All of this could have easily been avoided if the woman had created an estate plan.  One important item to note is, when a vehicle is gifted in a will or a trust the instructions must include that the estate will pay for the debt attached to the car. Otherwise, even with a properly drafted estate plan, the beneficiary will be responsible for the loan.

A Cousin’s Story:

A young man contacted me regarding the untimely death of his 21-year-old cousin who was like a sister to him. The 21 year old had been very depressed after losing her mother – the only other relative active in her life.  Her father had been estranged for decades. The 21 year old’s estate consisted of a 1-bedroom apartment, some personal belongings and a monetary inheritance from the life insurance her mother had in place. Upon her passing, her cousin wanted to get inside her apartment to organize her personal effects and clear out her belongings before the apartment complex would clean out the apartment discarding all contents to get it ready to rent. Even though the cousin had been listed as the emergency contact the apartment complex would not, and by law, did not have to let him inside the apartment.  In order for him to gain access he had to pay for a special administrator filing through the court. Once he did gain access, it was evident that things were missing but it was impossible to prove because he did not have pictures to show what the inventory of the apartment was prior to his cousin’s death. To compound matters, he was not listed on the bank account that contained the life insurance proceeds in excess of $75,000.00. This meant that the account would have to be probated and because the deceased did not have a will the State of Arizona intestacy laws would determine the beneficiaries. In Arizona, when someone passes away who does not have issue, or children, the inheritance goes up to the parents. Since her Mother was already deceased, that meant her Father, the person whom she had zero relationship with, would take everything. At this point the young man had a difficult decision to make. Would he probate the estate and let the funds go to her Father, the man whom he knew she would not want this money to go? Or would he do nothing and eventually let the state take the money? Either way, he would be left with nothing.

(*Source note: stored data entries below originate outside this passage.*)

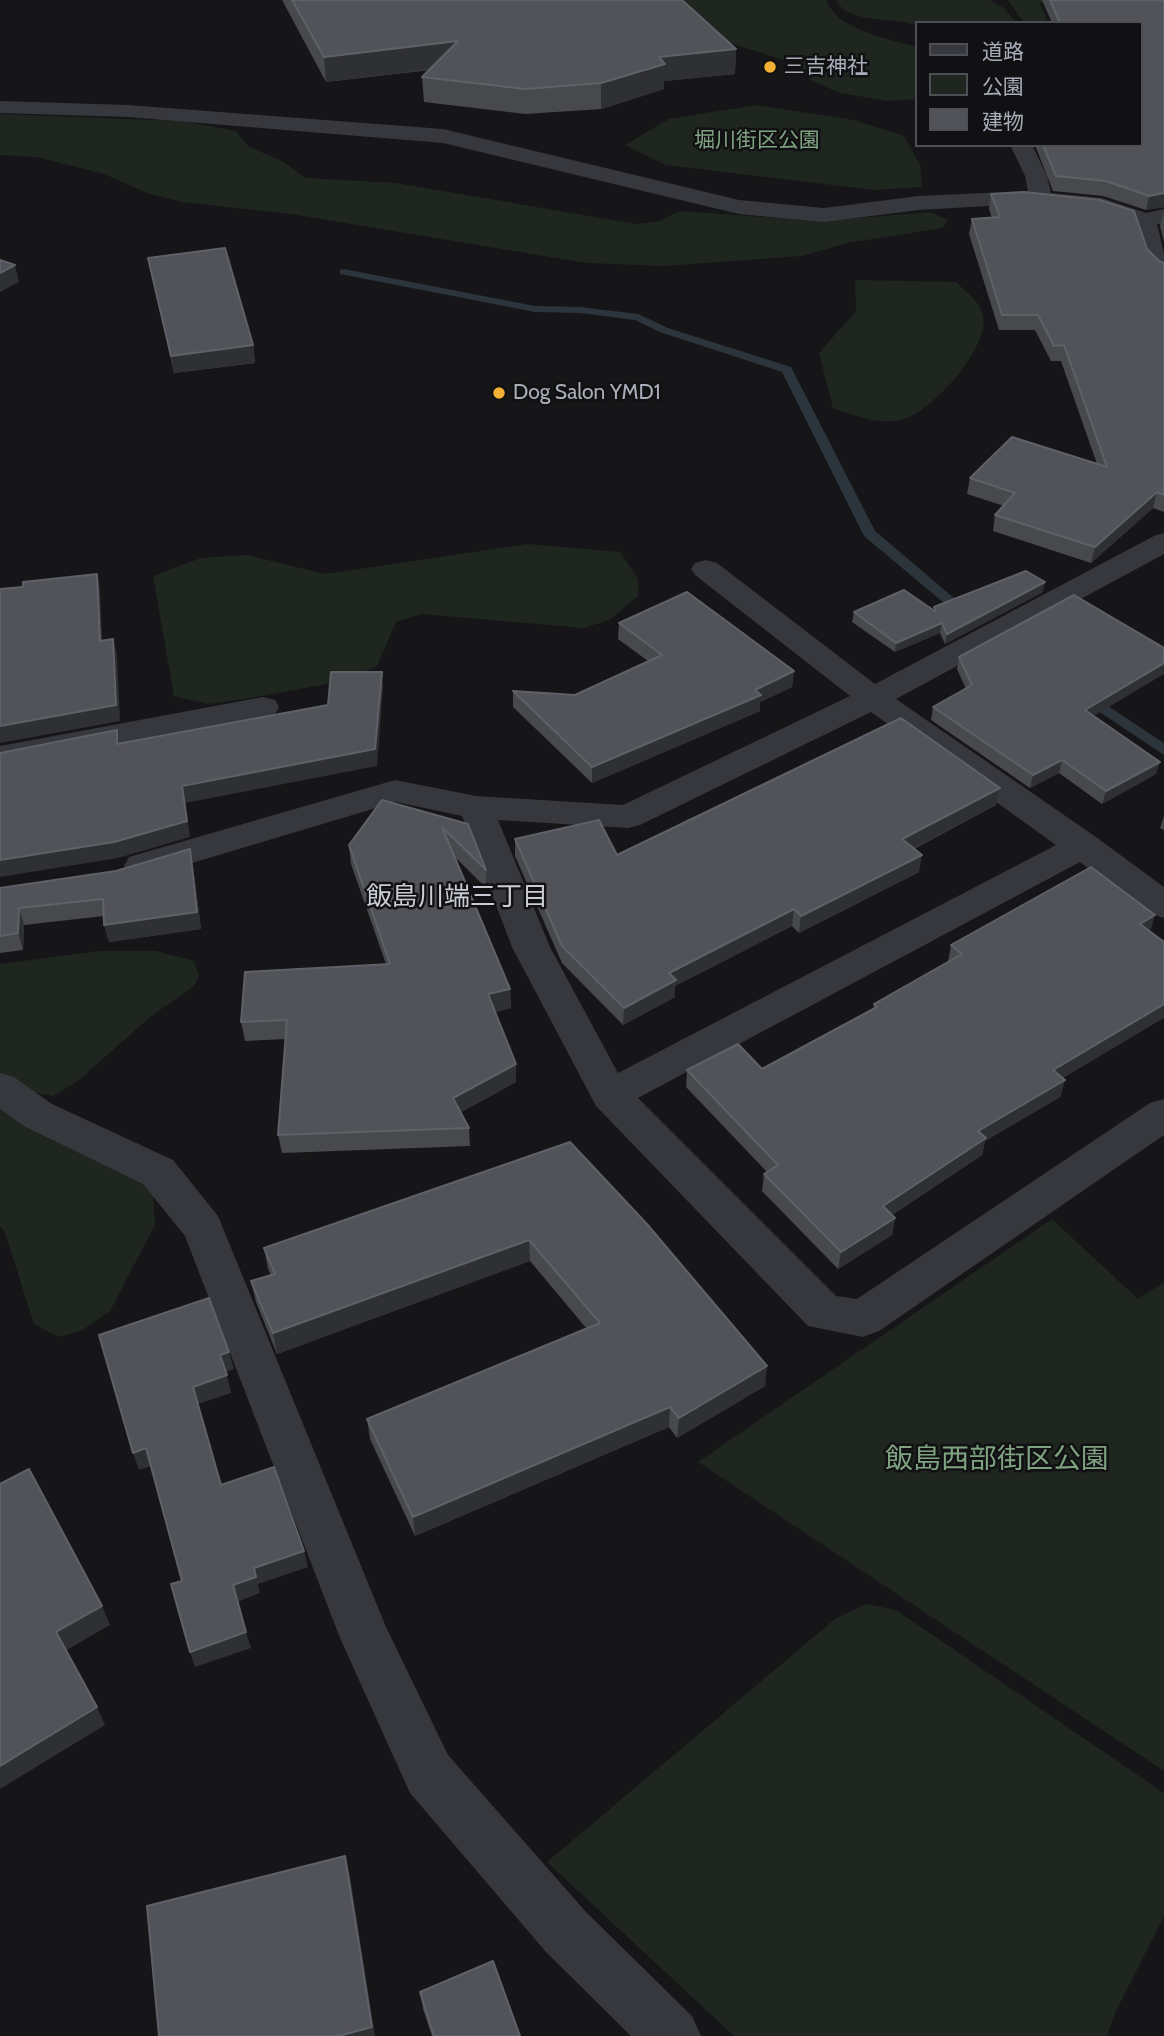 <!DOCTYPE html>
<html>
<head>
<meta charset="utf-8">
<style>
	body { margin:0 }
	#map { position:relative; width:1164px; height:2036px; overflow:hidden; background:#161618; font-family:Cabin,"Noto Sans JP",sans-serif }
	canvas { display:block }
	.legend { position:absolute; left:915px; top:21px; width:228px; height:126px; box-sizing:border-box; background:#111113; border:2px solid #4d4f55; margin:0; padding:9px 12px; list-style:none; font-size:21px; color:#a8adb8 }
	.legend li { display:flex; align-items:center; gap:14px; height:35px }
	.legend b { width:35px; border:2px solid #4d4f55 }
</style>
</head>
<body>
<div id="map">
<canvas width="1164" height="2036"></canvas>
<ul class="legend">
<li><b style="height:9px;background:#37383d"></b>道路</li>
<li><b style="height:19px;background:#1e261f"></b>公園</li>
<li><b style="height:19px;background:#525359"></b>建物</li>
</ul>
</div>
<script>
const g = document.querySelector('canvas').getContext('2d');
g.lineJoin = 'round';
function paint(path, color) { g.fillStyle = color; g.fill(path, 'evenodd'); }
function stroke(path, color, width, dash) { g.strokeStyle = color; g.lineWidth = width; g.lineCap = dash ? 'butt' : 'round'; g.setLineDash(dash || []); g.stroke(path); }
function label(font, color, halo, rows, align = 'center') {
  g.font = font + ' Cabin,"Noto Sans JP",sans-serif'; g.lineWidth = 5; g.setLineDash([]); g.textBaseline = 'middle'; g.strokeStyle = halo; g.fillStyle = color; for (const [text, x, y, turn = 0] of rows) {
    g.save(); g.translate(x, y); g.rotate((+turn || 0) * Math.PI / 180); g.textAlign = isNaN(turn) ? turn : align; if (halo) g.strokeText(text, 0, 0); g.fillText(text, 0, 0); g.restore();
  }
}
const green = new Path2D(`
	M681,0H827C835,30 891,39 917,47V99L887,101L840,93L812,81L793,63L730,43L697,25Z
	M836,0H990L1005,9L1016,23H917V26C894,15 849,26 836,0Z
	M1008,0H1164L1141,23L1105,2L1040,3L1048,23H1024Z
	M756,105L854,120L904,136L920,165L922,187L874,190L666,165L625,145L669,119Z
	M0,114L182,121L236,131L249,147L282,161L306,178L396,183L636,224L660,221L679,211L822,221L930,212L948,220L943,228L847,243L802,256L664,266L587,263L291,214L182,202L147,193L104,174L36,157L0,155Z
	M855,280L956,282C966,292 980,301 983,315C990,348 932,412 901,420C879,425 854,416 833,408L819,353L856,311Z
	M528,544L620,552L638,579V596L610,620L583,628L422,614L396,622L377,666L343,681L245,699L208,704L174,696L153,576L201,558L247,555L325,574Z
	M99,951H156L194,961L199,976L194,986L150,1017L78,1081L53,1096L23,1090L0,1073V964Z
	M0,1104L152,1184L155,1225L110,1311L81,1331L58,1337L34,1324L5,1233L0,1226Z
	M1052,1219L1138,1299L1164,1282V1771L698,1462Z
	M866,1604L896,1610L1164,1793V1916L1115,2013L1107,2036H734L547,1862L835,1619Z`);
const stream = new Path2D(`
	M344,269L535,306L580,307L638,314L668,328L791,367L875,531L974,615L972,618H962L864,536L782,372L660,332L635,320L580,313L535,312L340,274V270Z
	M1085,691L1164,743V755L1080,699L1078,696Z`);
const minor = new Path2D(`
	M0,101L128,105L443,129L739,200L824,208L919,196L1028,191L1025,176L1010,145H1032L1047,176L1051,193L1102,198L1146,213L1164,209V223L1157,224L1164,253V276C1142,271 1137,244 1133,224L1098,212L1022,204L919,210L824,222L739,214L443,143L128,117L0,113Z
	M1164,533V554L896,699L1096,837L1164,887V918L1151,914L1080,862L638,1098L836,1296L857,1299L1150,1103L1164,1099V1135L879,1331L863,1337L808,1326L596,1106L512,947L462,816L396,802L142,878L129,875L124,866L129,857L395,780L476,796L623,805L850,696L695,575L691,569L695,563L706,560L717,563L875,684L1154,536ZM871,712L1056,845L618,1073L550,947L498,820L628,828L640,825Z
	M263,697L275,700L279,707L275,714L0,768V746Z
	M0,1073L14,1077L52,1104L173,1160L218,1216L386,1627L448,1755L586,1912L692,2016L701,2036H631L546,1952L410,1793L340,1638L185,1236L143,1184L24,1126L0,1109Z`);
const wall = new Path2D(`
	M282,0H682L736,49L735,74L664,81V89L601,109L525,114L424,102L422,77L430,70L326,82Z
	M1042,0H1164V207L1146,210L1103,196L1053,191L1035,145H1141V23H1052Z
	M991,194L1147,249L1159,261L1164,263V512L1153,508L1091,563L993,531L995,515L1004,506L967,494L970,478L1097,464L1061,361H1051L1035,330H999L969,234L972,219L992,218L989,209Z
	M1164,211V242L1160,226Z
	M148,258L253,345L255,363L174,373Z
	M1043,592L945,644L940,633L895,652L852,622L854,612L934,610V607Z
	M619,623L794,671L792,687L760,702V711L592,783L513,707V691L575,695L648,661L618,639Z
	M959,657L1093,716L1156,774L1102,804L1059,773L1030,788L931,720L933,707L966,689L957,669Z
	M1000,788L996,805L914,849L919,872L799,933L792,926L675,986V997L623,1025L562,963L515,856V839L617,855Z
	M1164,816V830L1160,828Z
	M468,824L486,870L487,889L455,857L510,989L511,1008L495,1012L516,1082L461,1112L469,1128L470,1146L282,1153L278,1135L286,1039L245,1041L241,1022L386,964L351,864L349,845Z
	M193,866L201,929L109,942L104,925V916L24,925L23,950L0,953V888Z
	M1091,867L1063,1078L1065,1080L1060,1097L985,1141L982,1155L892,1215L895,1218L892,1235L838,1269L762,1191L764,1174L767,1172L686,1087L687,1070L762,1069L873,1009L874,1004L948,962L951,945Z
	M570,1142L765,1386L677,1438L669,1427L415,1536L370,1439L367,1419L587,1329L530,1261L277,1354L256,1302L251,1281L271,1275L268,1269L264,1248Z
	M420,1992L520,2036H432L423,2009Z`);
const shadedWall = new Path2D(`
	M458,41L459,66L326,82L324,57Z
	M736,49L735,74L664,81V89L601,109V83L659,57Z
	M1164,193V207L1146,210L1149,196Z
	M15,265L19,282L0,292V273Z
	M253,345L255,363L174,373L171,356Z
	M1157,492L1153,508L1091,563L1095,547Z
	M97,574L100,590L103,657L100,641Z
	M1045,582L1043,592L945,644L947,634Z
	M942,623L940,633L895,652L896,643Z
	M113,639L117,655L120,721L0,743V726Z
	M1164,663V674L1082,723L1085,710Z
	M794,671L792,687L760,702V711L592,783V767Z
	M382,672L383,688L377,766L185,803L190,837L118,858L0,877V860L182,786L375,749Z
	M1062,760L1059,773L1030,788L1033,775Z
	M1160,762L1156,774L1102,804L1106,791Z
	M1000,788L996,805L899,856L902,839Z
	M190,849L193,866L201,929L109,942L104,925Z
	M922,855L919,872L799,933L801,916Z
	M19,908L24,925L23,950L18,933Z
	M794,909L792,926L675,986V997L623,1025L624,1008L669,973Z
	M1155,915L1150,932L1140,924Z
	M510,989L511,1008L489,1013L488,994Z
	M1164,1004V1018L1048,1087L1053,1070Z
	M516,1064V1082L454,1116L453,1098Z
	M1065,1080L1060,1097L985,1141L982,1155L880,1223L883,1206L978,1131Z
	M895,1218L892,1235L838,1269L841,1252Z
	M529,1240L530,1261L277,1354L273,1333Z
	M229,1352L234,1369L224,1373L220,1355Z
	M767,1366L765,1386L677,1438L679,1418Z
	M227,1375L231,1393L198,1404L193,1387Z
	M670,1407L669,1427L415,1536L413,1517Z
	M146,1448L152,1466L139,1470L133,1453Z
	M304,1551L308,1567L258,1584L260,1593L237,1602L233,1585L254,1568Z
	M102,1606L110,1625L65,1651L56,1632Z
	M246,1632L251,1648L195,1667L190,1652Z
	M97,1707L105,1725L0,1789V1766Z
	M345,1856L350,1876L375,2036H339Z`);
const building = new Path2D(`
	M292,0H682L736,49L659,57L665,64L601,83L525,89L422,77L458,41L324,57Z
	M1050,0H1164V193L1149,196L1106,181L1056,176L1043,145H1141V23H1060Z
	M1024,192L1100,200L1134,211L1147,249L1159,261L1164,263V495L1157,492L1095,547L995,515L1015,493L970,478L1012,437L1107,467L1064,345L1054,346L1038,315H1002L972,219L1000,217L991,194Z
	M225,248L253,345L171,356L148,258Z
	M0,260L15,265L0,273Z
	M1026,571L1045,582L947,634L942,623L896,643L854,612L904,590L936,612L934,607Z
	M97,574L100,641L113,639L116,705L0,726V589L23,587V582Z
	M687,592L794,671L755,690L761,695L592,767L513,691L575,695L662,655L619,623Z
	M1074,595L1164,648V663L1085,710L1160,762L1106,791L1062,760L1033,775L933,707L972,685L959,657Z
	M331,672H382L375,749L182,786L187,821L114,842L0,860V753L117,730V744L328,705Z
	M901,718L1000,788L902,839L922,855L801,916L794,909L669,973L676,980L624,1008L562,946L515,839L599,820L617,855Z
	M382,800L468,824L486,870L442,827L510,989L488,994L516,1064L453,1098L469,1128L278,1135L287,1020L241,1022L245,972L390,964L349,845Z
	M190,849L197,912L104,925L103,899L19,908L18,933L0,936V888L116,871Z
	M1091,867L1155,915L1140,924L1164,942V1004L1053,1070L1065,1080L978,1131L986,1138L883,1206L895,1218L841,1252L764,1174L778,1165L687,1070L738,1044L762,1069L877,1007L874,1004L962,954L951,945Z
	M570,1142L646,1223L767,1366L679,1418L670,1407L413,1517L367,1419L600,1323L529,1240L273,1333L251,1281L275,1274L264,1248Z
	M209,1298L229,1352L220,1355L227,1375L193,1387L221,1485L274,1467L304,1551L254,1568L256,1577L233,1585L246,1632L190,1652L171,1584L182,1581L146,1448L133,1453L99,1335Z
	M29,1469L102,1606L56,1632L97,1707L0,1766V1484Z
	M345,1856L372,2027L339,2036H159L147,1906Z
	M493,1961L520,2036H434L420,1992Z`);
const markers = [
	[770,67,7,"#f2b134"],
	[499,393,7,"#f2b134"]
];
const farPoinames = [
	["三吉神社",784,67],
	["Dog Salon YMD1",513,393]
];
const farParknames = [
	["堀川街区公園",757,141]
];
const neighbourhoodNames = [
	["飯島川端三丁目",457,897]
];
const nearParknames = [
	["飯島西部街区公園",997,1460]
];
paint(green, '#1e261f');
paint(stream, '#2c353c');
paint(minor, '#37383d');
paint(wall, '#47494d');
paint(shadedWall, '#2f3033');
paint(building, '#525359');
stroke(building, '#5f6168', 2);
for (const [x, y, r, color] of markers) { const dot = new Path2D(); dot.arc(x, y, r, 0, 2 * Math.PI); g.fillStyle = color; g.fill(dot); stroke(dot, '#111113', 2.5); }
label('21px', '#a8adb8', '#111113', farPoinames, 'left');
label('21px', '#7fa381', '#111113', farParknames);
label('26px', '#c9ccd4', '#111113', neighbourhoodNames);
label('28px', '#7fa381', '#111113', nearParknames);
</script>
</body>
</html>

This heartbreaking tale could have been avoided if the 21 year old had a will. She could have named her cousin as the beneficiary and effectively disinherited her estranged Father. The lesson is two-fold in this case. Not only is it important to have a plan created or updated when you come into an inheritance, no matter the size, but it is important for every adult to have a plan whether they are 20 or 80.

As you can see, it isn’t the every day occurrence you create an estate plan for. It is the exceptions and circumstances that are unforeseeable that we plan for. I encourage you not to wait until tragedy shakes your world to have a plan in place but to have one created now. Our legacy, our wishes, and our protections for our loved ones are only as good as what we have in place before something happens.

*These examples have been taken from real life scenarios but have been changed slightly to protect the individual and safeguard their privacy.